Wenn es eine Mannschaft aus Österreichs Bundesliga noch ins Play-off eines Europacupbewerbs schafft, dann am ehesten Sturm Graz in der Europa League mit zwei Punkten Rückstand auf den dafür notwendigen 24. Platz vor den letzten drei Runden in der Ligaphase: Donnerstag daheim gegen Serbiens schwächelnden Meister Roter Stern Belgrad, der in der Liga nur Zweiter hinter dem Stadtrivalen Partizan ist, im Jänner auswärts gegen Feyenoord Rotterdam und dann daheim gegen Brann Bergen. Roter Stern gewann von den ersten fünf Spielen zwei (jeweils 1:0 gegen Lille und FCS Bukarest), unterlag den portugiesischen Klubs Porto (1:2) und Braga (0:2), holte gegen Celtic Glasgow einen Punkt. Sturm könnte Donnerstag durch den zweiten Heimsieg nach dem 2:1 gegen die Glasgow Rangers Roter Stern einholen. Aber noch ist die verbale Offensive von Trainer Jürgen Säumel (Bild) nach dem Derbysieg gegen GAK das große Thema, weil er die Vertrauensfrage stellte, einen Machtkampf mit Sportchef Michael Parensen erörfnete. Das von Säumel gewünschte Vieraugengespräch mit Präsident Christian Jauk gab es Montag nicht, hingegen ein Telefonat. Jauk versucht, die heikle Situation zu beruhigen: „Mir geht es um eine konstruktive Diskussion!“ Er sei mit Säumel überein gekommen, die künftig nicht mehr über das Mikrofon zu führen: „In die Öffentlichkeit zu gehen, schadet allen Beteiligten!“ Ein kleiner Rüffel für Säumel
Bei Tabellenführer Red Bull Salzburg verursachte die Suche nach einem neuen Sportvorstand keine großen Aufregungen. Die könnte es aber geben, wenn das Kapital Europa League im Jänner beendet ist, wonach es aussieht: Ein Punkt weniger als Sturm und das schwerere Programm mit zwei Auswärtsspielen.
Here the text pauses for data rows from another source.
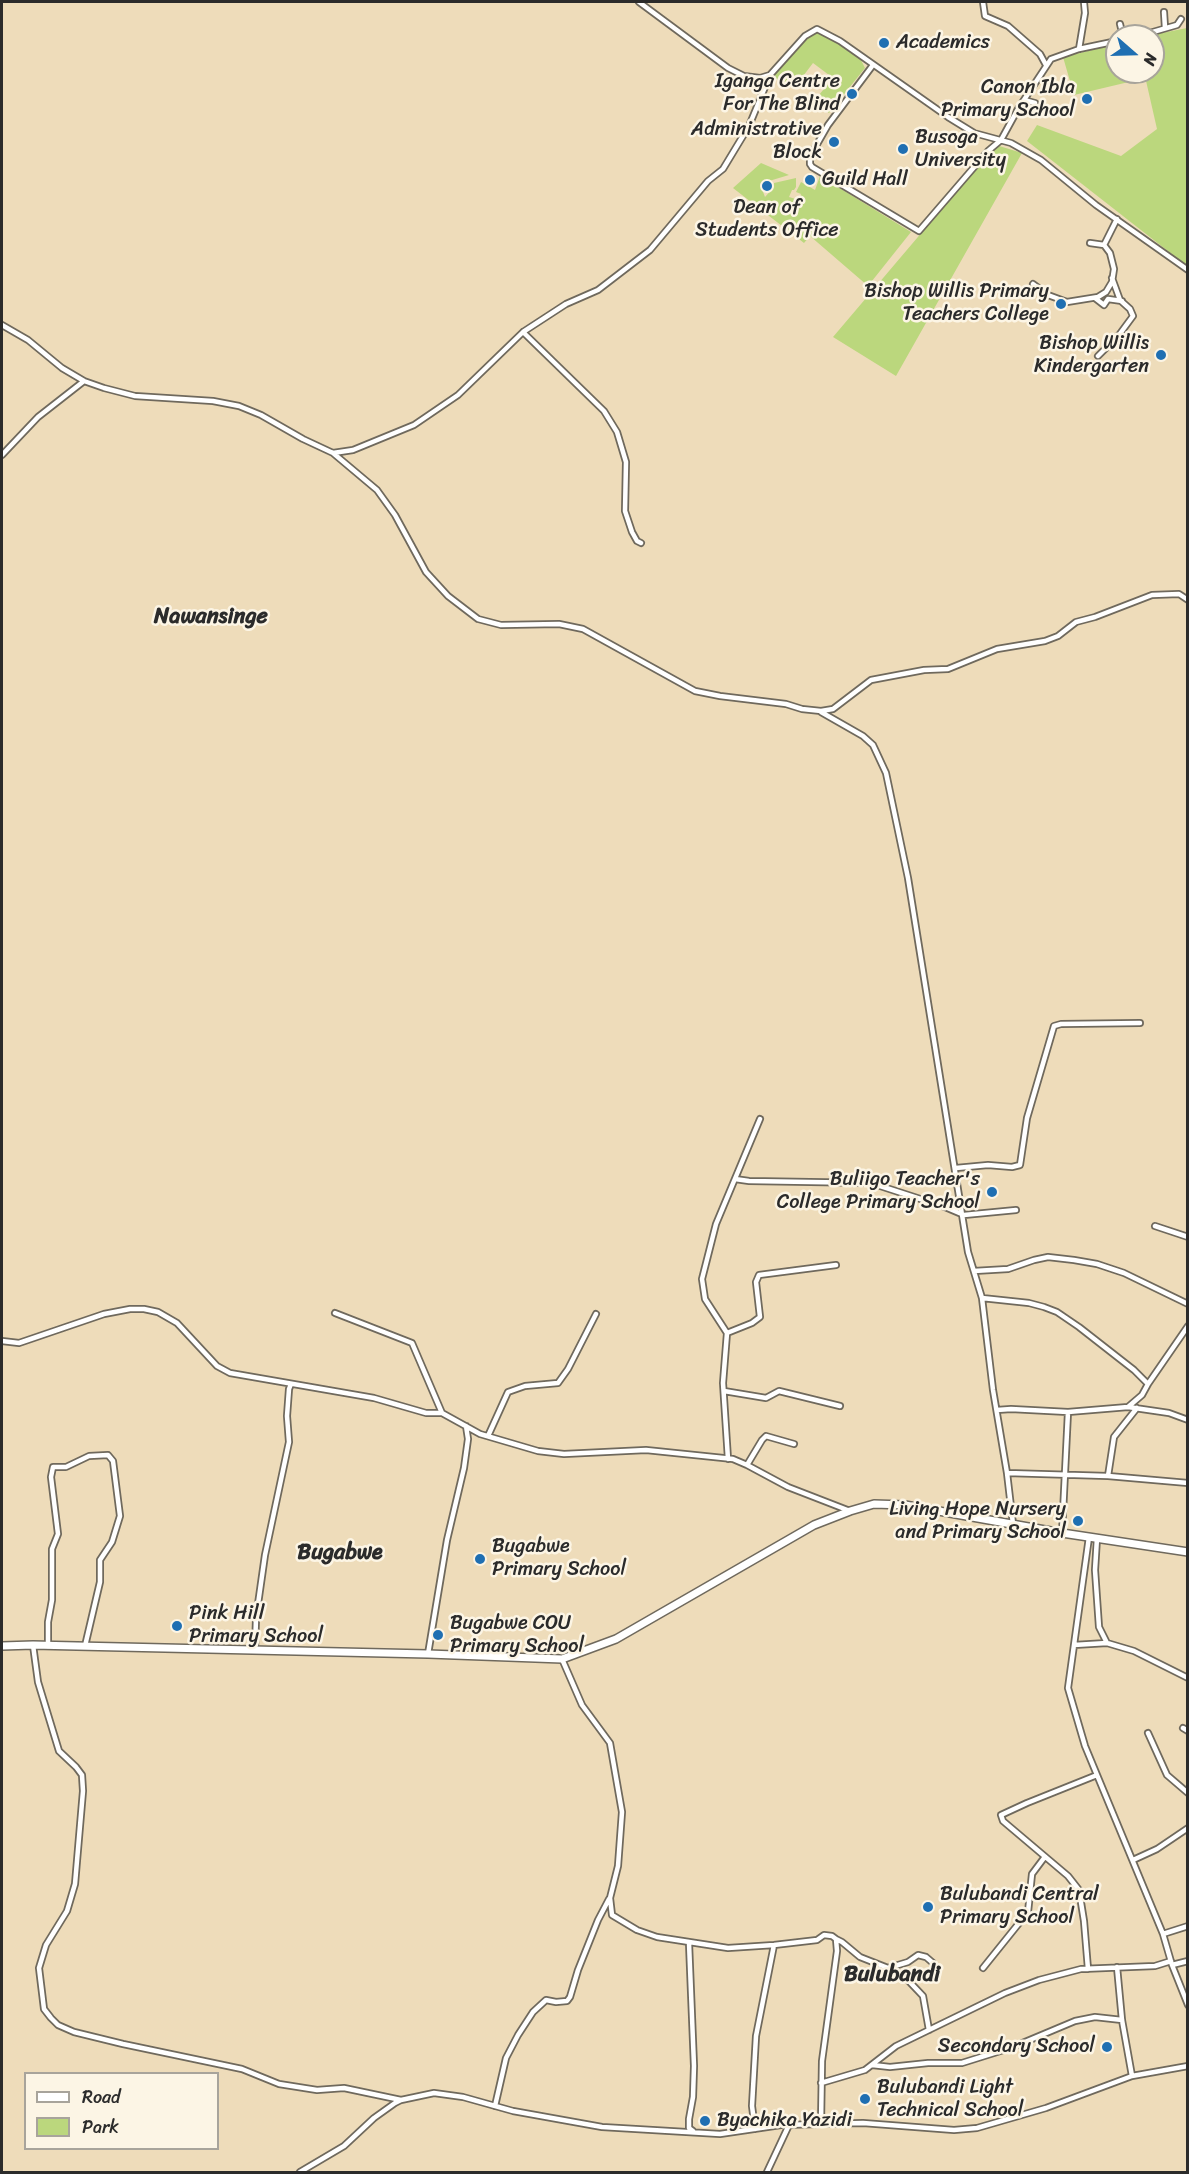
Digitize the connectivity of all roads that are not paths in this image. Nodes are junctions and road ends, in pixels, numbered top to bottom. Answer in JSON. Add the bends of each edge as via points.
{"nodes":[{"id":1,"x":639,"y":2,"type":"edge"},
{"id":2,"x":983,"y":2,"type":"edge"},
{"id":3,"x":1084,"y":2,"type":"edge"},
{"id":4,"x":1164,"y":12,"type":"dead end"},
{"id":5,"x":1181,"y":19,"type":"dead end"},
{"id":6,"x":1165,"y":24,"type":"edge"},
{"id":7,"x":1165,"y":28,"type":"edge"},
{"id":8,"x":1105,"y":44,"type":"edge"},
{"id":9,"x":1079,"y":49,"type":"junction"},
{"id":10,"x":873,"y":65,"type":"junction"},
{"id":11,"x":1046,"y":65,"type":"junction"},
{"id":12,"x":770,"y":75,"type":"junction"},
{"id":13,"x":1024,"y":100,"type":"junction"},
{"id":14,"x":1035,"y":103,"type":"dead end"},
{"id":15,"x":1001,"y":140,"type":"junction"},
{"id":16,"x":1117,"y":219,"type":"junction"},
{"id":17,"x":1090,"y":243,"type":"dead end"},
{"id":18,"x":1104,"y":245,"type":"junction"},
{"id":19,"x":1188,"y":270,"type":"edge"},
{"id":20,"x":1112,"y":278,"type":"junction"},
{"id":21,"x":1034,"y":284,"type":"dead end"},
{"id":22,"x":1095,"y":298,"type":"junction"},
{"id":23,"x":1122,"y":301,"type":"junction"},
{"id":24,"x":2,"y":325,"type":"edge"},
{"id":25,"x":523,"y":332,"type":"junction"},
{"id":26,"x":1098,"y":356,"type":"dead end"},
{"id":27,"x":84,"y":381,"type":"junction"},
{"id":28,"x":333,"y":453,"type":"junction"},
{"id":29,"x":2,"y":455,"type":"edge"},
{"id":30,"x":641,"y":543,"type":"dead end"},
{"id":31,"x":1188,"y":600,"type":"edge"},
{"id":32,"x":821,"y":711,"type":"junction"},
{"id":33,"x":1140,"y":1023,"type":"dead end"},
{"id":34,"x":760,"y":1119,"type":"dead end"},
{"id":35,"x":956,"y":1168,"type":"junction"},
{"id":36,"x":735,"y":1179,"type":"junction"},
{"id":37,"x":1016,"y":1210,"type":"dead end"},
{"id":38,"x":964,"y":1215,"type":"junction"},
{"id":39,"x":1155,"y":1226,"type":"dead end"},
{"id":40,"x":1188,"y":1237,"type":"edge"},
{"id":41,"x":836,"y":1265,"type":"dead end"},
{"id":42,"x":974,"y":1271,"type":"junction"},
{"id":43,"x":982,"y":1298,"type":"junction"},
{"id":44,"x":1188,"y":1304,"type":"edge"},
{"id":45,"x":335,"y":1313,"type":"dead end"},
{"id":46,"x":596,"y":1314,"type":"dead end"},
{"id":47,"x":1188,"y":1326,"type":"edge"},
{"id":48,"x":728,"y":1333,"type":"junction"},
{"id":49,"x":2,"y":1341,"type":"edge"},
{"id":50,"x":291,"y":1384,"type":"junction"},
{"id":51,"x":1148,"y":1384,"type":"junction"},
{"id":52,"x":723,"y":1391,"type":"junction"},
{"id":53,"x":840,"y":1406,"type":"dead end"},
{"id":54,"x":1128,"y":1407,"type":"junction"},
{"id":55,"x":1137,"y":1408,"type":"junction"},
{"id":56,"x":997,"y":1410,"type":"junction"},
{"id":57,"x":1068,"y":1412,"type":"junction"},
{"id":58,"x":442,"y":1413,"type":"junction"},
{"id":59,"x":1188,"y":1420,"type":"edge"},
{"id":60,"x":466,"y":1426,"type":"junction"},
{"id":61,"x":488,"y":1436,"type":"junction"},
{"id":62,"x":794,"y":1444,"type":"dead end"},
{"id":63,"x":728,"y":1459,"type":"junction"},
{"id":64,"x":747,"y":1465,"type":"junction"},
{"id":65,"x":1007,"y":1473,"type":"junction"},
{"id":66,"x":1064,"y":1473,"type":"junction"},
{"id":67,"x":1108,"y":1476,"type":"junction"},
{"id":68,"x":1188,"y":1483,"type":"edge"},
{"id":69,"x":850,"y":1510,"type":"junction"},
{"id":70,"x":1013,"y":1524,"type":"junction"},
{"id":71,"x":1062,"y":1533,"type":"junction"},
{"id":72,"x":1093,"y":1538,"type":"junction"},
{"id":73,"x":1188,"y":1552,"type":"edge"},
{"id":74,"x":1107,"y":1643,"type":"junction"},
{"id":75,"x":33,"y":1645,"type":"junction"},
{"id":76,"x":1074,"y":1645,"type":"junction"},
{"id":77,"x":2,"y":1646,"type":"edge"},
{"id":78,"x":48,"y":1646,"type":"junction"},
{"id":79,"x":85,"y":1646,"type":"junction"},
{"id":80,"x":255,"y":1650,"type":"junction"},
{"id":81,"x":428,"y":1653,"type":"junction"},
{"id":82,"x":562,"y":1659,"type":"junction"},
{"id":83,"x":1188,"y":1678,"type":"edge"},
{"id":84,"x":1148,"y":1733,"type":"dead end"},
{"id":85,"x":1097,"y":1775,"type":"junction"},
{"id":86,"x":1188,"y":1793,"type":"edge"},
{"id":87,"x":1188,"y":1828,"type":"edge"},
{"id":88,"x":1044,"y":1858,"type":"junction"},
{"id":89,"x":1133,"y":1860,"type":"junction"},
{"id":90,"x":610,"y":1898,"type":"junction"},
{"id":91,"x":1188,"y":1926,"type":"edge"},
{"id":92,"x":1163,"y":1934,"type":"junction"},
{"id":93,"x":836,"y":1939,"type":"junction"},
{"id":94,"x":689,"y":1943,"type":"junction"},
{"id":95,"x":774,"y":1946,"type":"junction"},
{"id":96,"x":1188,"y":1961,"type":"edge"},
{"id":97,"x":933,"y":1963,"type":"dead end"},
{"id":98,"x":1171,"y":1963,"type":"junction"},
{"id":99,"x":1117,"y":1967,"type":"junction"},
{"id":100,"x":888,"y":1968,"type":"junction"},
{"id":101,"x":983,"y":1968,"type":"dead end"},
{"id":102,"x":1088,"y":1969,"type":"junction"},
{"id":103,"x":1188,"y":2005,"type":"edge"},
{"id":104,"x":1122,"y":2020,"type":"junction"},
{"id":105,"x":929,"y":2030,"type":"junction"},
{"id":106,"x":872,"y":2065,"type":"junction"},
{"id":107,"x":1188,"y":2066,"type":"edge"},
{"id":108,"x":1132,"y":2076,"type":"junction"},
{"id":109,"x":821,"y":2083,"type":"junction"},
{"id":110,"x":401,"y":2100,"type":"junction"},
{"id":111,"x":495,"y":2106,"type":"junction"},
{"id":112,"x":821,"y":2124,"type":"junction"},
{"id":113,"x":789,"y":2125,"type":"junction"},
{"id":114,"x":755,"y":2129,"type":"junction"},
{"id":115,"x":695,"y":2132,"type":"junction"},
{"id":116,"x":300,"y":2172,"type":"edge"},
{"id":117,"x":767,"y":2172,"type":"edge"}],
"edges":[{"from":1,"to":12,"type":"street","via":[[728,68],[744,76]]},
{"from":2,"to":11,"type":"street","via":[[985,16],[1008,26],[1040,54]]},
{"from":3,"to":9,"type":"street"},
{"from":4,"to":6,"type":"street"},
{"from":5,"to":7,"type":"street","via":[[1177,25]]},
{"from":8,"to":9,"type":"street"},
{"from":9,"to":11,"type":"street"},
{"from":10,"to":12,"type":"street","via":[[817,29]]},
{"from":10,"to":15,"type":"street","via":[[974,133]]},
{"from":10,"to":15,"type":"street","via":[[828,125],[810,160],[812,167],[890,215],[919,231]]},
{"from":11,"to":13,"type":"street"},
{"from":12,"to":25,"type":"street","via":[[749,126],[723,169],[708,181],[650,250],[598,290],[566,303]]},
{"from":13,"to":14,"type":"street"},
{"from":13,"to":15,"type":"street"},
{"from":15,"to":16,"type":"street","via":[[1041,160]]},
{"from":16,"to":18,"type":"street"},
{"from":16,"to":19,"type":"street"},
{"from":17,"to":18,"type":"street"},
{"from":18,"to":20,"type":"street","via":[[1114,269]]},
{"from":20,"to":22,"type":"street","via":[[1106,292]]},
{"from":20,"to":23,"type":"street"},
{"from":21,"to":22,"type":"street","via":[[1048,295],[1068,302]]},
{"from":22,"to":23,"type":"street","via":[[1104,305],[1108,299]]},
{"from":23,"to":26,"type":"street","via":[[1133,316]]},
{"from":24,"to":27,"type":"street"},
{"from":25,"to":28,"type":"street","via":[[458,395],[414,425],[353,450]]},
{"from":25,"to":30,"type":"street","via":[[604,411],[617,432],[626,462],[625,511],[632,532]]},
{"from":27,"to":28,"type":"street","via":[[135,396],[239,406]]},
{"from":27,"to":29,"type":"street","via":[[38,417]]},
{"from":28,"to":32,"type":"street","via":[[377,490],[426,572],[448,596],[478,619],[501,625],[559,624],[583,628],[695,691]]},
{"from":31,"to":32,"type":"street","via":[[1179,594],[1152,595],[1076,622],[1045,641],[997,649],[948,669],[871,681],[833,709]]},
{"from":32,"to":35,"type":"street","via":[[873,745],[886,772],[908,878]]},
{"from":33,"to":35,"type":"street","via":[[1054,1026],[1027,1118],[1020,1165]]},
{"from":34,"to":36,"type":"street"},
{"from":35,"to":38,"type":"street"},
{"from":36,"to":38,"type":"street","via":[[871,1183]]},
{"from":36,"to":48,"type":"street","via":[[716,1224],[702,1279],[705,1299]]},
{"from":37,"to":38,"type":"street"},
{"from":38,"to":42,"type":"street"},
{"from":39,"to":40,"type":"street"},
{"from":41,"to":48,"type":"street","via":[[759,1275],[756,1282],[760,1317]]},
{"from":42,"to":43,"type":"street"},
{"from":42,"to":44,"type":"street","via":[[1008,1269],[1048,1257],[1074,1260],[1124,1273]]},
{"from":43,"to":51,"type":"street","via":[[1029,1303],[1057,1312]]},
{"from":43,"to":56,"type":"street"},
{"from":45,"to":58,"type":"street","via":[[412,1343]]},
{"from":46,"to":61,"type":"street","via":[[558,1383],[508,1392]]},
{"from":47,"to":51,"type":"street"},
{"from":48,"to":52,"type":"street"},
{"from":49,"to":50,"type":"street","via":[[19,1343],[104,1314],[144,1309],[177,1323],[217,1366]]},
{"from":50,"to":58,"type":"street","via":[[374,1398],[426,1413]]},
{"from":50,"to":80,"type":"street","via":[[289,1442],[265,1555]]},
{"from":51,"to":54,"type":"street"},
{"from":52,"to":53,"type":"street","via":[[766,1398],[779,1391]]},
{"from":52,"to":63,"type":"street"},
{"from":54,"to":55,"type":"street"},
{"from":54,"to":57,"type":"street"},
{"from":55,"to":59,"type":"street"},
{"from":55,"to":67,"type":"street","via":[[1114,1437]]},
{"from":56,"to":57,"type":"street"},
{"from":56,"to":65,"type":"street"},
{"from":57,"to":66,"type":"street"},
{"from":58,"to":60,"type":"street"},
{"from":60,"to":61,"type":"street"},
{"from":60,"to":81,"type":"street","via":[[464,1468]]},
{"from":61,"to":63,"type":"street","via":[[552,1454],[646,1450]]},
{"from":62,"to":64,"type":"street","via":[[766,1436]]},
{"from":63,"to":64,"type":"street"},
{"from":64,"to":69,"type":"street","via":[[780,1483]]},
{"from":65,"to":66,"type":"street"},
{"from":65,"to":70,"type":"street"},
{"from":66,"to":67,"type":"street"},
{"from":66,"to":71,"type":"street"},
{"from":67,"to":68,"type":"street"},
{"from":69,"to":70,"type":"street","via":[[874,1504],[905,1505]]},
{"from":69,"to":82,"type":"street","via":[[814,1525],[616,1639]]},
{"from":70,"to":71,"type":"street"},
{"from":71,"to":72,"type":"street"},
{"from":72,"to":73,"type":"street"},
{"from":72,"to":74,"type":"street","via":[[1099,1627]]},
{"from":72,"to":76,"type":"street"},
{"from":74,"to":76,"type":"street"},
{"from":74,"to":83,"type":"street","via":[[1134,1651]]},
{"from":75,"to":77,"type":"street"},
{"from":75,"to":78,"type":"street"},
{"from":75,"to":110,"type":"street","via":[[38,1682],[59,1751],[82,1775],[83,1791],[75,1884],[67,1911],[46,1945],[39,1968],[44,2009],[51,2018],[74,2032],[242,2069],[279,2084],[317,2090],[344,2088]]},
{"from":76,"to":85,"type":"street","via":[[1068,1688]]},
{"from":78,"to":79,"type":"street"},
{"from":78,"to":79,"type":"street","via":[[52,1549],[58,1534],[53,1467],[66,1467],[89,1456],[108,1455],[113,1461],[120,1516],[100,1560],[100,1582]]},
{"from":79,"to":80,"type":"street"},
{"from":80,"to":81,"type":"street"},
{"from":81,"to":82,"type":"street"},
{"from":82,"to":90,"type":"street","via":[[582,1705],[610,1743],[622,1812],[618,1866]]},
{"from":84,"to":86,"type":"street","via":[[1167,1775]]},
{"from":85,"to":88,"type":"street","via":[[1001,1815]]},
{"from":85,"to":89,"type":"street"},
{"from":87,"to":89,"type":"street"},
{"from":88,"to":101,"type":"street","via":[[1032,1874],[1028,1912]]},
{"from":88,"to":102,"type":"street","via":[[1079,1890]]},
{"from":89,"to":92,"type":"street"},
{"from":90,"to":94,"type":"street","via":[[610,1910],[620,1921],[657,1937]]},
{"from":90,"to":111,"type":"street","via":[[570,1997],[567,2001],[546,2000],[518,2035],[507,2058]]},
{"from":91,"to":92,"type":"street"},
{"from":92,"to":98,"type":"street"},
{"from":93,"to":95,"type":"street","via":[[824,1935],[817,1940]]},
{"from":93,"to":100,"type":"street","via":[[860,1957]]},
{"from":93,"to":109,"type":"street"},
{"from":94,"to":95,"type":"street","via":[[728,1948]]},
{"from":94,"to":115,"type":"street","via":[[694,2066],[689,2128]]},
{"from":95,"to":114,"type":"street","via":[[756,2036],[752,2106]]},
{"from":96,"to":98,"type":"street"},
{"from":97,"to":100,"type":"street","via":[[918,1955]]},
{"from":98,"to":99,"type":"street"},
{"from":98,"to":103,"type":"street"},
{"from":99,"to":102,"type":"street"},
{"from":99,"to":104,"type":"street"},
{"from":100,"to":105,"type":"street","via":[[904,1976],[923,1996]]},
{"from":102,"to":105,"type":"street","via":[[1039,1980],[1005,1993]]},
{"from":104,"to":106,"type":"street","via":[[1095,2017],[1075,2021],[962,2063]]},
{"from":104,"to":108,"type":"street"},
{"from":105,"to":106,"type":"street","via":[[896,2046]]},
{"from":106,"to":109,"type":"street"},
{"from":107,"to":108,"type":"street"},
{"from":108,"to":112,"type":"street","via":[[977,2128]]},
{"from":109,"to":112,"type":"street"},
{"from":110,"to":111,"type":"street","via":[[434,2093]]},
{"from":110,"to":116,"type":"street","via":[[344,2146]]},
{"from":111,"to":115,"type":"street","via":[[602,2127]]},
{"from":112,"to":113,"type":"street"},
{"from":113,"to":114,"type":"street"},
{"from":113,"to":117,"type":"street"},
{"from":114,"to":115,"type":"street","via":[[720,2134]]}]}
Donnerstag beim bisherigen ungeschlagenen SC Freiburg, im Jänner in Birmingham gegen Aston Villa, den Dritten der Premier League. Davor kommt er Schweizer Meister FC Basel nach Salzburg. Nur mit einem Sieg in Freiburg, der eine Sensation wäre, könnte Salzburg die Ausgangsposition verbessern. Freiburg schlug mit Österreichs Teamspieler Philipp Lienhart bisher den FC Basel (2:1), den FC Utrecht (2:0) und OGC Nizza (3:1), schaffte in Bologna, wo Salzburg 1:4 unterging, ein 1:1, holte auch bei Viktoria Pilsen (0:0) einen Punkt.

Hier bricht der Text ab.